I need a specialized hash function h (X, Y) in Java with the following properties.

  • X and Y are strings.
  • h (X, Y) = h (Y, X).
  • X and Y are arbitrary length strings, and there is no length limit for the result of h (X, Y).
  • h (X, Y) and h (Y, X) must not collide with h (A, B) = h (B, A) if X is not equal to A and Y is not equal to B.
  • h () does not have to be a secure hash function unless the above requirements are required.
  • Quite highly effective, but this is an open criterion.

In my opinion, I see that requirements 2 and 4 are somewhat contradictory, but maybe I'm too worried.
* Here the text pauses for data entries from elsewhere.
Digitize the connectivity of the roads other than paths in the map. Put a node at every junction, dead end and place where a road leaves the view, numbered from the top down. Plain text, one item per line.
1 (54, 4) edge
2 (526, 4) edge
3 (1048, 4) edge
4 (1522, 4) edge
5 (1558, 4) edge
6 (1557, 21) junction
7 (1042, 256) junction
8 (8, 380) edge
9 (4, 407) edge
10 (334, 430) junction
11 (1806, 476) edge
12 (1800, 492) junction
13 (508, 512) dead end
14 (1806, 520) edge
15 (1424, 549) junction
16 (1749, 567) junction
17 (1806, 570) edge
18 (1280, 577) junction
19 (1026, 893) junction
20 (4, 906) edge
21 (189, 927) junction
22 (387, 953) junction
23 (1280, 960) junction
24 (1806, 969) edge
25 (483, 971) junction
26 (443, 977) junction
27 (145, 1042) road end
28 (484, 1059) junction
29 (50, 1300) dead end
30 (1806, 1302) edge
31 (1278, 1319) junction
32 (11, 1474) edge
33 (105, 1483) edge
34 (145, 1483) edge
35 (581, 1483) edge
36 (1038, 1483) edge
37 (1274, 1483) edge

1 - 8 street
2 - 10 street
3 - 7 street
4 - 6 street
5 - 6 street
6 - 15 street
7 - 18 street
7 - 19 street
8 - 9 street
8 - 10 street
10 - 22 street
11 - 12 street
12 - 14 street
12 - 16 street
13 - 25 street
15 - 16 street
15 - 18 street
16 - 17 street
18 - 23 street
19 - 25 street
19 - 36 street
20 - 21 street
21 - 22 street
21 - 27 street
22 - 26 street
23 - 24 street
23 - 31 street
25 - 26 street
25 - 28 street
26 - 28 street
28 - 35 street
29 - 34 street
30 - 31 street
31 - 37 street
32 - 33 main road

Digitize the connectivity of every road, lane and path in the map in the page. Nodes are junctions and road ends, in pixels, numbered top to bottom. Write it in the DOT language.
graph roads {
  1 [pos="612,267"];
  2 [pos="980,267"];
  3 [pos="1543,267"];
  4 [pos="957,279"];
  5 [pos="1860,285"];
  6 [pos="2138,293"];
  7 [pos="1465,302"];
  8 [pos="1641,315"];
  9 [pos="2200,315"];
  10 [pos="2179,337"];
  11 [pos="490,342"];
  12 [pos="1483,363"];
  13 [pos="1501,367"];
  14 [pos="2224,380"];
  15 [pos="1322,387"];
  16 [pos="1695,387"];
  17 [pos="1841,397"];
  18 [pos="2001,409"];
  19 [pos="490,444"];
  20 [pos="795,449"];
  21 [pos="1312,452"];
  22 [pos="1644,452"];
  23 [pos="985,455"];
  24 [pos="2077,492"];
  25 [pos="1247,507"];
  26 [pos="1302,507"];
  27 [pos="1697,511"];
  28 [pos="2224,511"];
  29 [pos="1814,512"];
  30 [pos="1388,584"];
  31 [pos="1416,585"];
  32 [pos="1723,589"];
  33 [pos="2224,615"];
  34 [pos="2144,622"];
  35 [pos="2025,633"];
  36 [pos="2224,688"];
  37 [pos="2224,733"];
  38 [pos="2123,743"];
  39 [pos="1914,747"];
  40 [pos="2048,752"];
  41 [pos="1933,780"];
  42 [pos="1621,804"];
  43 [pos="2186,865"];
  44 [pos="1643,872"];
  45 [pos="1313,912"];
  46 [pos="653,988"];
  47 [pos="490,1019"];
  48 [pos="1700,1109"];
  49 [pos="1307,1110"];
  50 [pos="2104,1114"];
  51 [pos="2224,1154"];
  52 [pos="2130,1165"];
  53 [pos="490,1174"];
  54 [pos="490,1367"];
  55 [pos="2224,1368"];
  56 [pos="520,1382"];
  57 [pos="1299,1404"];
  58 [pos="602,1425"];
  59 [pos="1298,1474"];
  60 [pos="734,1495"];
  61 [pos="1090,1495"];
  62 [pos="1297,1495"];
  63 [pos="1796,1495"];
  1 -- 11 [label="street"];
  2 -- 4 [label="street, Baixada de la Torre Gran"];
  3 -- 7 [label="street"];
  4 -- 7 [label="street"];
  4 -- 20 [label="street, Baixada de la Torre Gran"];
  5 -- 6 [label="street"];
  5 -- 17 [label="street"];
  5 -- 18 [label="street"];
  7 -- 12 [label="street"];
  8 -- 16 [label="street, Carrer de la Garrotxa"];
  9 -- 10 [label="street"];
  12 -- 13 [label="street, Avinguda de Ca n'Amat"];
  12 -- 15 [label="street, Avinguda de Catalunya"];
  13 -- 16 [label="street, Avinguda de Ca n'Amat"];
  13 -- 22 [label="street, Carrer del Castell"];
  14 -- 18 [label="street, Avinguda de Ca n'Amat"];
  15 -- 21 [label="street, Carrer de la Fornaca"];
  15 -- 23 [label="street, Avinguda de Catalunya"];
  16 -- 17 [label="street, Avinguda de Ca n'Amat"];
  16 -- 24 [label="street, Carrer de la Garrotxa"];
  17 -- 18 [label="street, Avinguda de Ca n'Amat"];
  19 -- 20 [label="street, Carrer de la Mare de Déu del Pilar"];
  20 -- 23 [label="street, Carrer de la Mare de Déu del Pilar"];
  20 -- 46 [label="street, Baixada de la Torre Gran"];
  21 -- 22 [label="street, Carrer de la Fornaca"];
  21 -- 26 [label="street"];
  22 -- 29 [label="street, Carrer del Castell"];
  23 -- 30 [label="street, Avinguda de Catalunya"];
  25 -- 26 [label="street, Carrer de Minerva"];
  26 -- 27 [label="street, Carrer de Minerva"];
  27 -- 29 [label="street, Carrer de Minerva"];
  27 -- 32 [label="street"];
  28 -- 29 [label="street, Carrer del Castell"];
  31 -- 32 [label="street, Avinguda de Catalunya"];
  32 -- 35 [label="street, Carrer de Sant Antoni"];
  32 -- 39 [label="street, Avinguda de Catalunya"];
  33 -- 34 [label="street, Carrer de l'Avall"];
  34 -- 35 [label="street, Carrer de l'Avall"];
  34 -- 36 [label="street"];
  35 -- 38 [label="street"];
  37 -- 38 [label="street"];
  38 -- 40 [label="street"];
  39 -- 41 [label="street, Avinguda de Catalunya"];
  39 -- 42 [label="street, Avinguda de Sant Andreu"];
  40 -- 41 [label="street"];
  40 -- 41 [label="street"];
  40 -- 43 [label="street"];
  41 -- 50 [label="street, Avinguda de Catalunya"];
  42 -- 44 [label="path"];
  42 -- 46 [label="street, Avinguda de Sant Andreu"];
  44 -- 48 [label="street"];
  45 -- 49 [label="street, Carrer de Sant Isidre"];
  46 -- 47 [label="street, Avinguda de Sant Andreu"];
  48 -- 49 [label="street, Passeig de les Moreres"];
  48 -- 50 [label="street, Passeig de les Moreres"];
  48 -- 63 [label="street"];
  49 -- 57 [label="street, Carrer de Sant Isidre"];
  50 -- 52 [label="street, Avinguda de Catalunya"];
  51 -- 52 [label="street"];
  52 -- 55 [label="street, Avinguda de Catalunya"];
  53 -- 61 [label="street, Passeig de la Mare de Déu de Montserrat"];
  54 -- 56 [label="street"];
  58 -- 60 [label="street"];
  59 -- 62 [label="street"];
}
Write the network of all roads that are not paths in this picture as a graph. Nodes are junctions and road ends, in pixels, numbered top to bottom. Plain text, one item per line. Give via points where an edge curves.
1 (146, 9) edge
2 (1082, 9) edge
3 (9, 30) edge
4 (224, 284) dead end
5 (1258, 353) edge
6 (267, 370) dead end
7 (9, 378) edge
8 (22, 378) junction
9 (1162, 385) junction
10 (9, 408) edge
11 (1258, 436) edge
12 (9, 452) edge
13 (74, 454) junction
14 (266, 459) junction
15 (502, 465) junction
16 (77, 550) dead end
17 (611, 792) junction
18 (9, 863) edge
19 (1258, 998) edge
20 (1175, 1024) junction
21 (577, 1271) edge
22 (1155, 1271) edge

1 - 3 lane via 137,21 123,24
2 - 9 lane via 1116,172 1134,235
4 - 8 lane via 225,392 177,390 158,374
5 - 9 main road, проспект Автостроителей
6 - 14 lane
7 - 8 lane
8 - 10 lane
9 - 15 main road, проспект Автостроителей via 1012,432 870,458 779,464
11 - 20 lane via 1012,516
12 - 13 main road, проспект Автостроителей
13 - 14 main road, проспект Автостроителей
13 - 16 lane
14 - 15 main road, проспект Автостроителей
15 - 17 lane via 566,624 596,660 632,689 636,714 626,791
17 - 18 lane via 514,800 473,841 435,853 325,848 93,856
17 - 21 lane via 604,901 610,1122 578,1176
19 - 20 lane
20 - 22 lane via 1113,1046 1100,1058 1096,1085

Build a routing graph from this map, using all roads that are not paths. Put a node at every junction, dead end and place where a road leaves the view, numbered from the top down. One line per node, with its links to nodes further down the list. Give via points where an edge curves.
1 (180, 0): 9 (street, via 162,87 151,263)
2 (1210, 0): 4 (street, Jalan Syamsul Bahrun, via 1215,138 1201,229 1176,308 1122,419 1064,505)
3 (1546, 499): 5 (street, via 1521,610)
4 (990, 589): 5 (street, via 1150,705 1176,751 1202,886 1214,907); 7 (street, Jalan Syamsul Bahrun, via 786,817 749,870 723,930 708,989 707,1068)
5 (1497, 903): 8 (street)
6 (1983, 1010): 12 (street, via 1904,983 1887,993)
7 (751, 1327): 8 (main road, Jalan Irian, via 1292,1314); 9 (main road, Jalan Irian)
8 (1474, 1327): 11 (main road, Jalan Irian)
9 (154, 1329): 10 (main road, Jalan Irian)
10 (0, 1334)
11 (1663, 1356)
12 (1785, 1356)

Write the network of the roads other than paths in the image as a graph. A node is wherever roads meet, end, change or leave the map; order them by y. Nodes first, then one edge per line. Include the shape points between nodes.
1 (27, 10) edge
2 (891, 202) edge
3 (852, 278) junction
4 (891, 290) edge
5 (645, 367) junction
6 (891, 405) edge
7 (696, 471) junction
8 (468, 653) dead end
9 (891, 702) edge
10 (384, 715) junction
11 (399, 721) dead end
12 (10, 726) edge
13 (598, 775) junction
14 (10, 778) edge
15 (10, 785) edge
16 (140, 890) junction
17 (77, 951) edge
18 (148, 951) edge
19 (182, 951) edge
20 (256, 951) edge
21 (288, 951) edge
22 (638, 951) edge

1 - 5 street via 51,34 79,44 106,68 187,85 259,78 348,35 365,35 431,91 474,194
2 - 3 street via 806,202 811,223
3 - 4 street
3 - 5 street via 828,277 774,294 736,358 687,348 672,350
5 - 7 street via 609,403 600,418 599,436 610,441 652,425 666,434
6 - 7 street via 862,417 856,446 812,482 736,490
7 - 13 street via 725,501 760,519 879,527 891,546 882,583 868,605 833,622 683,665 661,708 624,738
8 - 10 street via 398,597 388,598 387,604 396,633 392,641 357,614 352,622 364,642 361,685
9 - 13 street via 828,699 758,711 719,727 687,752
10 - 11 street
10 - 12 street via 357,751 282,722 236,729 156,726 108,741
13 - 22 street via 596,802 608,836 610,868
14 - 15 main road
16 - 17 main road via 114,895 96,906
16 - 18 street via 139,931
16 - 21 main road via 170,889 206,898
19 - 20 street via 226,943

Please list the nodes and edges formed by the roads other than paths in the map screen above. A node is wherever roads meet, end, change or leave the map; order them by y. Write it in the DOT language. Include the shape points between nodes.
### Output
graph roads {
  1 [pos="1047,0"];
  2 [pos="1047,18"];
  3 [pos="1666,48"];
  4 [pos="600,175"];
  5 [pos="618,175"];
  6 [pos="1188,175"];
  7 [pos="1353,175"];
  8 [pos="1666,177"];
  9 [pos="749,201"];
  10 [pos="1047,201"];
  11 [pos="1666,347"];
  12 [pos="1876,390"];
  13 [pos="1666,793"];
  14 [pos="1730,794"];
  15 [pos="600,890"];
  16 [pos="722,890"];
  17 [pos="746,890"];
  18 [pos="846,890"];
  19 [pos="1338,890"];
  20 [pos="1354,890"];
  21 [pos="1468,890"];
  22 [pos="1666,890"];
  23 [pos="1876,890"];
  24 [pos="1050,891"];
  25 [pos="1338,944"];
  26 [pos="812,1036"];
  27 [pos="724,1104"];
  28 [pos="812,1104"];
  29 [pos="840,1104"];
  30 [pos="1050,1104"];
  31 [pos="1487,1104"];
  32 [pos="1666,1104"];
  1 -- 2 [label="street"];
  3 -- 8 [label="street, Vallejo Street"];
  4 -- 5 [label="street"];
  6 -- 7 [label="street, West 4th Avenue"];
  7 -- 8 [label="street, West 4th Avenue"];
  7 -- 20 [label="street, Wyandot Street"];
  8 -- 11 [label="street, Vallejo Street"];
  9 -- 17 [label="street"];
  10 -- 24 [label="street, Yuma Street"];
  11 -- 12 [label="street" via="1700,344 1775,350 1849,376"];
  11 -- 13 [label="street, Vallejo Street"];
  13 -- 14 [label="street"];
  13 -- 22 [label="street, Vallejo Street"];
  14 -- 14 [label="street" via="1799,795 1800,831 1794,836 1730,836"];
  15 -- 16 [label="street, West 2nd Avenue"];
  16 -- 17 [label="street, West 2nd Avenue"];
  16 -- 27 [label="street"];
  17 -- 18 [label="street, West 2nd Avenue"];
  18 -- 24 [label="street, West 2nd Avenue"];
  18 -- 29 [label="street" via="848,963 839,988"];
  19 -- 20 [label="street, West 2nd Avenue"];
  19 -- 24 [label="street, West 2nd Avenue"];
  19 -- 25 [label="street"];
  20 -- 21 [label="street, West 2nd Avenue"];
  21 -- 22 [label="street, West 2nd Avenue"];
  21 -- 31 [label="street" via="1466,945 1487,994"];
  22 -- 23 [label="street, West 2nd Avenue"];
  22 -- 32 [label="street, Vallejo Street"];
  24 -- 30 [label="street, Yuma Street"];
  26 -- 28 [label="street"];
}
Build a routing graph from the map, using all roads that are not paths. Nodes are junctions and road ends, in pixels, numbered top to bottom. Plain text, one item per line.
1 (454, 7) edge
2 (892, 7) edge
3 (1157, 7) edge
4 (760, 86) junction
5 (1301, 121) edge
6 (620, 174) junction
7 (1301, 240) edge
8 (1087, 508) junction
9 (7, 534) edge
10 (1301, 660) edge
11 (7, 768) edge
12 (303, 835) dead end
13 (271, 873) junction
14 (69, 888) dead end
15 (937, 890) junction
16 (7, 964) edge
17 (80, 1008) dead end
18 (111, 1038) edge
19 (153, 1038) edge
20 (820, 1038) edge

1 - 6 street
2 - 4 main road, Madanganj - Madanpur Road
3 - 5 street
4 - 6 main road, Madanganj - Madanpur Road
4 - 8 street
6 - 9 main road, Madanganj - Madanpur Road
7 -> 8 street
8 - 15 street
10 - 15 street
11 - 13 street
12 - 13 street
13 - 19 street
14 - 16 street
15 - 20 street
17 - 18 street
Currently, what I am doing in Java is the following:

public static BigInteger hashStringConcatenation(String str1, String str2) { BigInteger bA = BigInteger.ZERO; BigInteger bB = BigInteger.ZERO; for(int i=0; i<str1.length(); i++) { bA = bA.add(BigInteger.valueOf(127L).pow(i+1).multiply(BigInteger.valueOf(str1.codePointAt(i)))); } for(int i=0; i<str2.length(); i++) { bB = bB.add(BigInteger.valueOf(127L).pow(i+1).multiply(BigInteger.valueOf(str2.codePointAt(i)))); } return bA.multiply(bB); }

I think this is disgusting, but therefore I am looking for more pleasant solutions. Thanks.

I forgot to mention that on a dual-core MacBook Pro 2.53 GHz with 8 GB of RAM and Java 1.6 on OS X 10.7, the hash function takes about 270 microseconds for two 8 characters (ASCII). I suspect this will be higher when increasing the size of the string, or if Unicode characters are used.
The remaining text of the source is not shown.